SOURCE DATA Start Marker

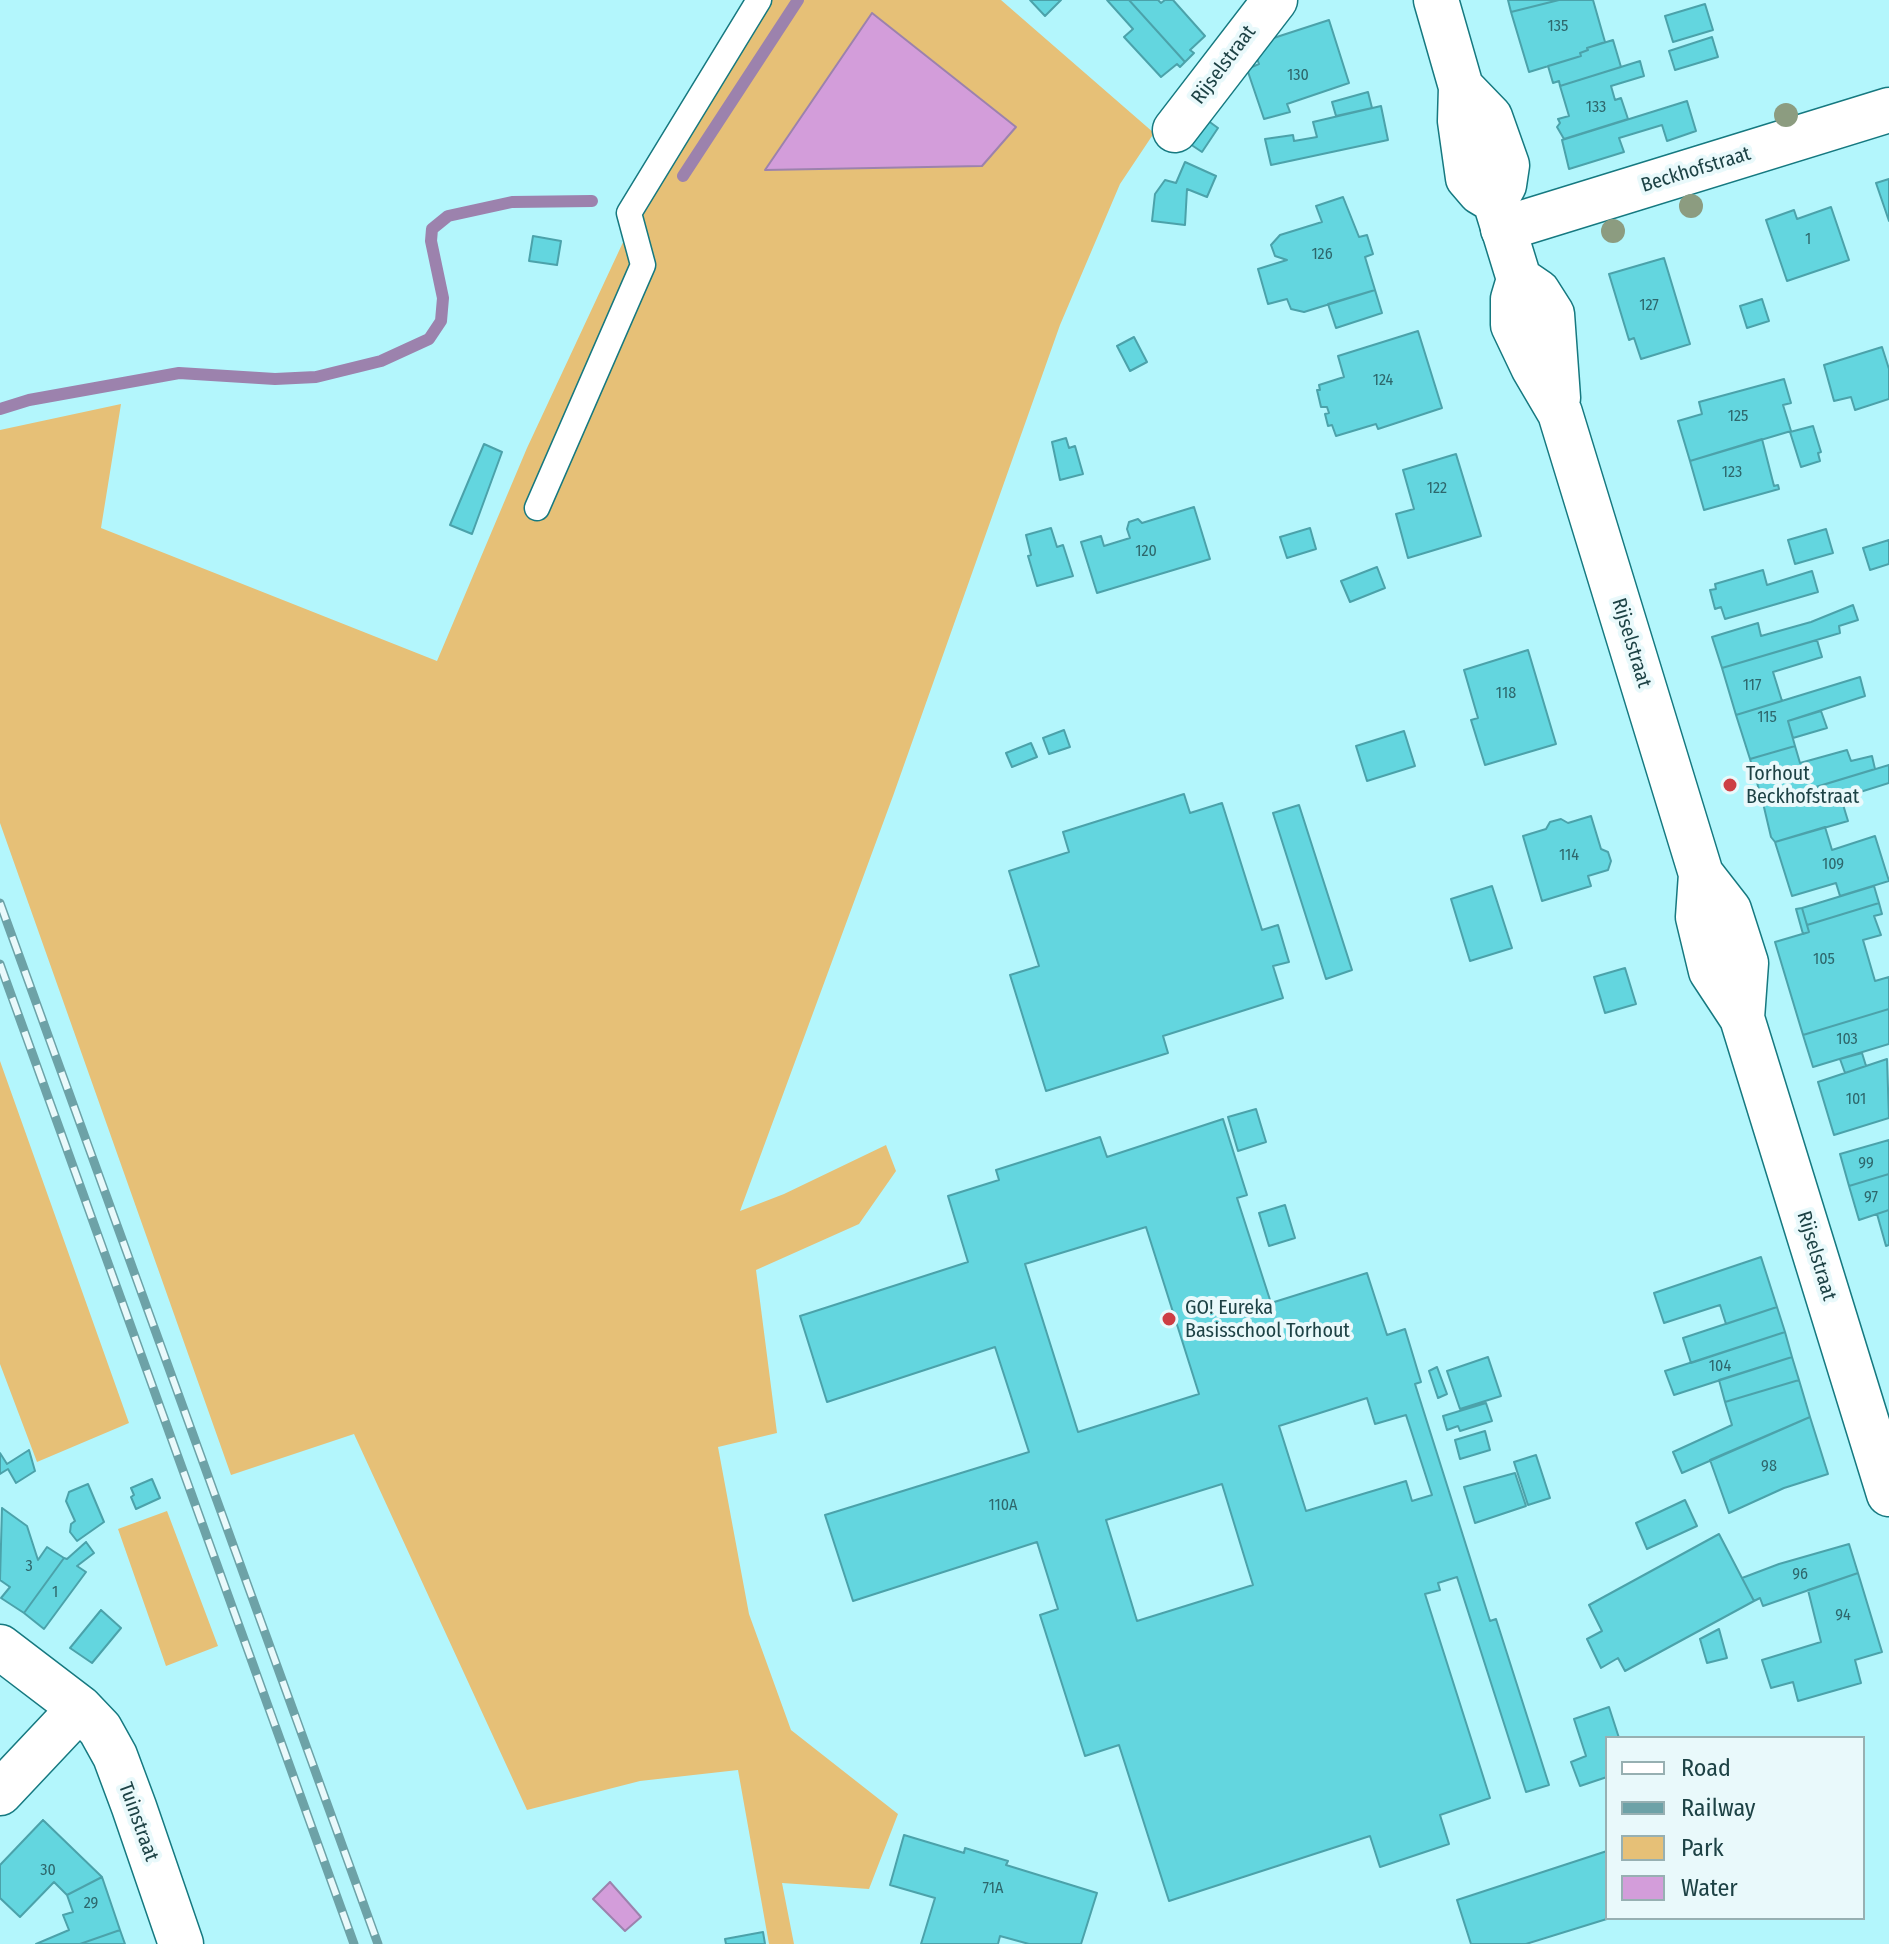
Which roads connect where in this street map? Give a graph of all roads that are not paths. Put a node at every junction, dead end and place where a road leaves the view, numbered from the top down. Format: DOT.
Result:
graph roads {
  1 [pos="759,0"];
  2 [pos="1275,0"];
  3 [pos="1436,0"];
  4 [pos="1889,110"];
  5 [pos="1175,130"];
  6 [pos="1499,215"];
  7 [pos="537,508"];
  8 [pos="1889,1494"];
  9 [pos="0,1647"];
  10 [pos="80,1708"];
  11 [pos="0,1793"];
  12 [pos="181,1944"];
  1 -- 7 [label="lane"];
  2 -- 5 [label="street, Rijselstraat"];
  3 -- 6 [label="street"];
  4 -- 6 [label="street, Beckhofstraat"];
  6 -- 8 [label="street, Rijselstraat"];
  9 -- 10 [label="street, Tuinstraat"];
  10 -- 11 [label="street"];
  10 -- 12 [label="street, Tuinstraat"];
}
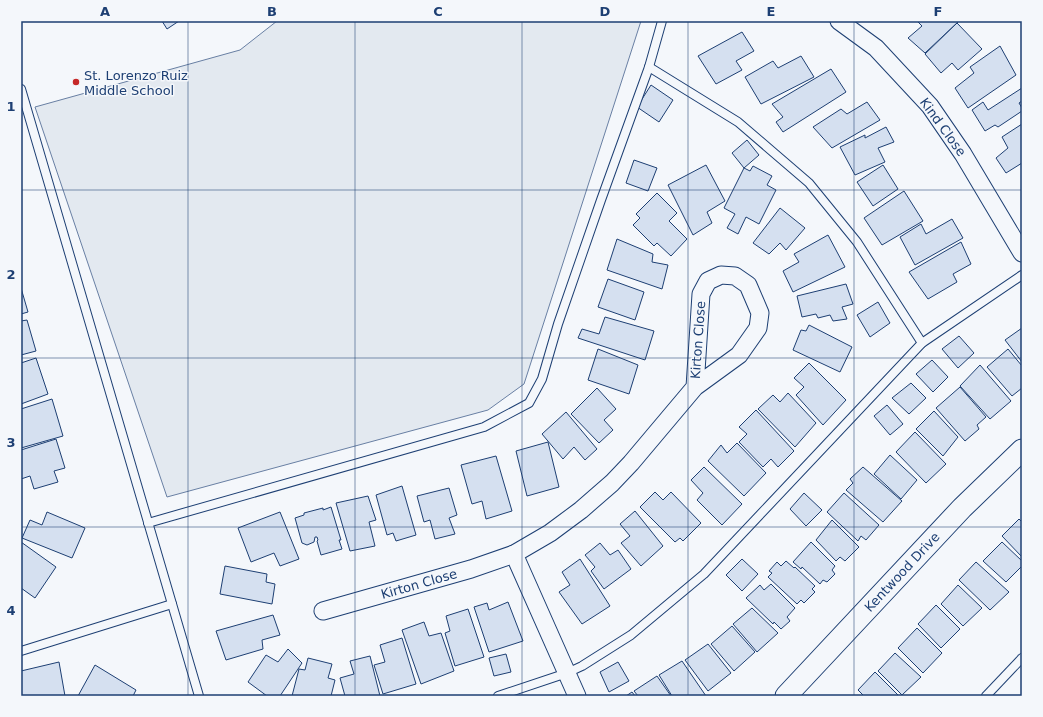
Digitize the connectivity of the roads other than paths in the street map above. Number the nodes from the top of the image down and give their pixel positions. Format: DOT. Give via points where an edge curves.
graph roads {
  1 [pos="662,21"];
  2 [pos="839,21"];
  3 [pos="649,67"];
  4 [pos="21,89"];
  5 [pos="1022,253"];
  6 [pos="1022,275"];
  7 [pos="922,343"];
  8 [pos="695,387"];
  9 [pos="1022,450"];
  10 [pos="148,523"];
  11 [pos="514,554"];
  12 [pos="172,604"];
  13 [pos="323,611"];
  14 [pos="21,651"];
  15 [pos="1022,658"];
  16 [pos="568,674"];
  17 [pos="199,696"];
  18 [pos="498,696"];
  19 [pos="577,696"];
  20 [pos="786,696"];
  21 [pos="986,696"];
  1 -- 3 [label="lane"];
  2 -- 5 [label="street, Kind Close" via="876,48 930,106 963,154"];
  3 -- 7 [label="lane" via="738,122 809,184 857,242"];
  3 -- 10 [label="lane" via="600,200 542,379 529,403 484,427"];
  4 -- 10 [label="lane"];
  6 -- 7 [label="lane"];
  7 -- 16 [label="lane" via="704,574 631,636"];
  8 -- 8 [label="street, Kirton Close" via="739,355 758,328 760,313 748,285 735,276 721,275 708,281 701,294"];
  8 -- 11 [label="street, Kirton Close" via="612,483 566,522"];
  9 -- 20 [label="street, Kentwood Drive" via="962,508"];
  10 -- 12 [label="lane"];
  11 -- 13 [label="street, Kirton Close" via="471,569"];
  11 -- 16 [label="street"];
  12 -- 14 [label="lane"];
  12 -- 17 [label="lane"];
  15 -- 21 [label="lane"];
  16 -- 18 [label="lane"];
  16 -- 19 [label="street"];
}
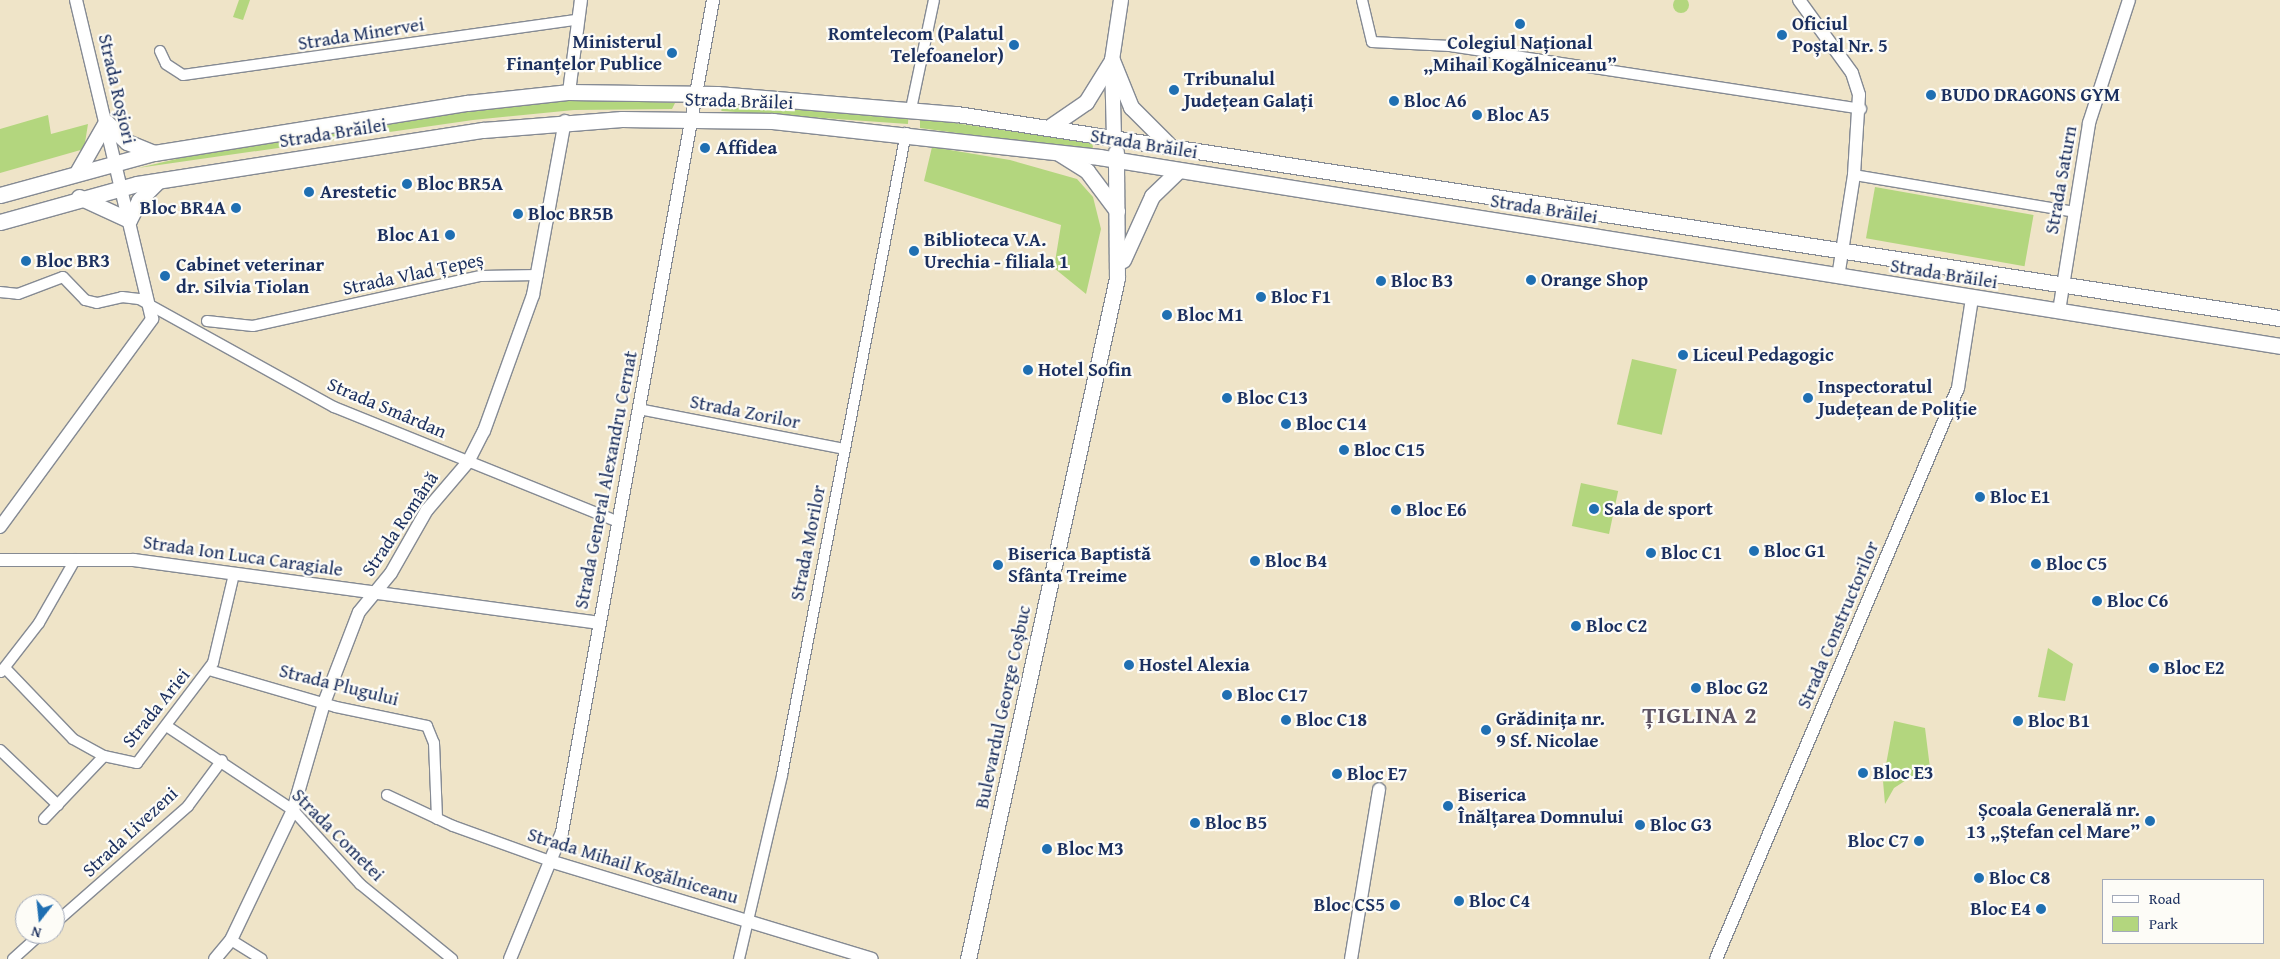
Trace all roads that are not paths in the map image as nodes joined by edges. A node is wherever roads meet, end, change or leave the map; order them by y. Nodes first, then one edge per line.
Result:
1 (76, 0) edge
2 (581, 0) edge
3 (713, 0) edge
4 (934, 0) edge
5 (1121, 0) edge
6 (1362, 0) edge
7 (1799, 0) edge
8 (2129, 0) edge
9 (579, 19) junction
10 (160, 51) dead end
11 (1112, 60) junction
12 (569, 92) junction
13 (697, 93) junction
14 (911, 109) junction
15 (1861, 110) junction
16 (692, 119) junction
17 (565, 121) junction
18 (106, 122) junction
19 (1048, 128) junction
20 (906, 133) junction
21 (1114, 138) junction
22 (1169, 145) junction
23 (1047, 150) junction
24 (154, 153) junction
25 (1116, 160) junction
26 (114, 161) junction
27 (1179, 170) junction
28 (78, 171) junction
29 (1854, 175) junction
30 (158, 181) junction
31 (121, 187) junction
32 (0, 195) edge
33 (79, 196) junction
34 (2074, 212) junction
35 (1120, 216) junction
36 (129, 220) junction
37 (0, 222) edge
38 (1842, 252) junction
39 (538, 275) junction
40 (1838, 277) junction
41 (1117, 278) junction
42 (2063, 284) junction
43 (0, 292) edge
44 (1972, 299) junction
45 (152, 308) junction
46 (2059, 311) junction
47 (2280, 318) edge
48 (207, 321) dead end
49 (2280, 346) edge
50 (639, 409) junction
51 (844, 449) junction
52 (468, 462) junction
53 (616, 522) junction
54 (0, 527) edge
55 (0, 560) edge
56 (75, 560) junction
57 (234, 574) junction
58 (376, 594) junction
59 (598, 623) junction
60 (2, 670) edge
61 (209, 670) junction
62 (324, 703) junction
63 (168, 727) junction
64 (0, 750) edge
65 (104, 756) junction
66 (222, 760) junction
67 (1380, 790) dead end
68 (387, 795) dead end
69 (58, 805) junction
70 (293, 810) junction
71 (44, 819) dead end
72 (437, 819) junction
73 (553, 862) junction
74 (65, 913) edge
75 (750, 922) junction
76 (231, 940) junction
77 (30, 944) edge
78 (971, 954) edge
79 (13, 959) edge
80 (215, 959) edge
81 (262, 959) edge
82 (452, 959) edge
83 (510, 959) edge
84 (739, 959) edge
85 (872, 959) edge
86 (1351, 959) edge
87 (1716, 959) edge

1 - 18 street, Strada Roșiori
2 - 9 street
3 - 13 street, Strada General Alexandru Cernat
4 - 14 street
5 - 11 main road
6 - 15 street
7 - 15 street
8 - 34 street, Strada Saturn
9 - 10 street, Strada Minervei
9 - 12 street
11 - 19 main road
11 - 21 main road
11 - 22 main road
12 - 13 main road, Strada Brăilei
12 - 24 main road, Strada Brăilei
13 - 14 main road, Strada Brăilei
13 - 16 street, Strada General Alexandru Cernat
14 - 19 main road, Strada Brăilei
15 - 29 street
16 - 17 main road, Strada Brăilei
16 - 20 main road, Strada Brăilei
16 - 50 street, Strada General Alexandru Cernat
17 - 30 main road, Strada Brăilei
17 - 39 street, Strada Română
18 - 24 main road
18 - 26 street, Strada Roșiori
18 - 28 main road
19 - 21 main road, Strada Brăilei
20 - 23 main road, Strada Brăilei
20 - 51 street, Strada Morilor
21 - 22 main road, Strada Brăilei
21 - 25 main road, Bulevardul George Coșbuc
22 - 38 main road, Strada Brăilei
23 - 25 main road, Strada Brăilei
23 - 35 main road
24 - 26 main road, Strada Brăilei
25 - 27 main road, Strada Brăilei
25 - 35 main road, Bulevardul George Coșbuc
26 - 28 main road, Strada Brăilei
26 - 31 street, Strada Roșiori
27 - 40 main road, Strada Brăilei
27 - 41 main road
28 - 32 main road, Strada Brăilei
29 - 34 street
29 - 38 street
30 - 31 main road, Strada Brăilei
30 - 36 main road
31 - 33 main road, Strada Brăilei
31 - 36 street
33 - 36 main road
33 - 37 main road, Strada Brăilei
34 - 42 street, Strada Saturn
35 - 41 main road, Bulevardul George Coșbuc
36 - 45 street
38 - 40 street
38 - 42 main road, Strada Brăilei
39 - 48 street, Strada Vlad Țepeș
39 - 52 street, Strada Română
40 - 44 main road, Strada Brăilei
41 - 78 main road, Bulevardul George Coșbuc
42 - 46 street, Strada Saturn
42 - 47 main road, Strada Brăilei
43 - 45 street, Strada Smârdan
44 - 46 main road, Strada Brăilei
44 - 87 street, Strada Constructorilor
45 - 52 street, Strada Smârdan
45 - 54 street
46 - 49 main road, Strada Brăilei
50 - 51 street, Strada Zorilor
50 - 53 street, Strada General Alexandru Cernat
51 - 75 street, Strada Morilor
52 - 53 street, Strada Smârdan
52 - 58 street, Strada Română
53 - 59 street, Strada General Alexandru Cernat
55 - 56 street, Strada Ion Luca Caragiale
56 - 57 street, Strada Ion Luca Caragiale
56 - 60 street
57 - 58 street, Strada Ion Luca Caragiale
57 - 61 street, Strada Ariei
58 - 59 street, Strada Ion Luca Caragiale
58 - 62 street, Strada Română
59 - 73 street, Strada General Alexandru Cernat
60 - 65 street, Strada Ariei
61 - 62 street, Strada Plugului
61 - 63 street, Strada Ariei
62 - 70 street, Strada Română
62 - 72 street, Strada Plugului
63 - 65 street, Strada Ariei
63 - 66 street, Strada Cometei
64 - 69 street
65 - 69 street
66 - 70 street, Strada Cometei
66 - 74 street, Strada Livezeni
67 - 86 street
68 - 72 street, Strada Mihail Kogălniceanu
69 - 71 street
70 - 76 street, Strada Română
70 - 82 street, Strada Cometei
72 - 73 street, Strada Mihail Kogălniceanu
73 - 75 street, Strada Mihail Kogălniceanu
73 - 83 street, Strada General Alexandru Cernat
75 - 84 street, Strada Morilor
75 - 85 street, Strada Mihail Kogălniceanu
76 - 80 street, Strada Română
76 - 81 street
77 - 79 street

SOURCE DATA End Marker

_DESCRIPTION OF THE TASK_: Show the lines of the records that include the string "Saturn".

_COMPLETED EXERCISE_:
8 - 34 street, Strada Saturn
34 - 42 street, Strada Saturn
42 - 46 street, Strada Saturn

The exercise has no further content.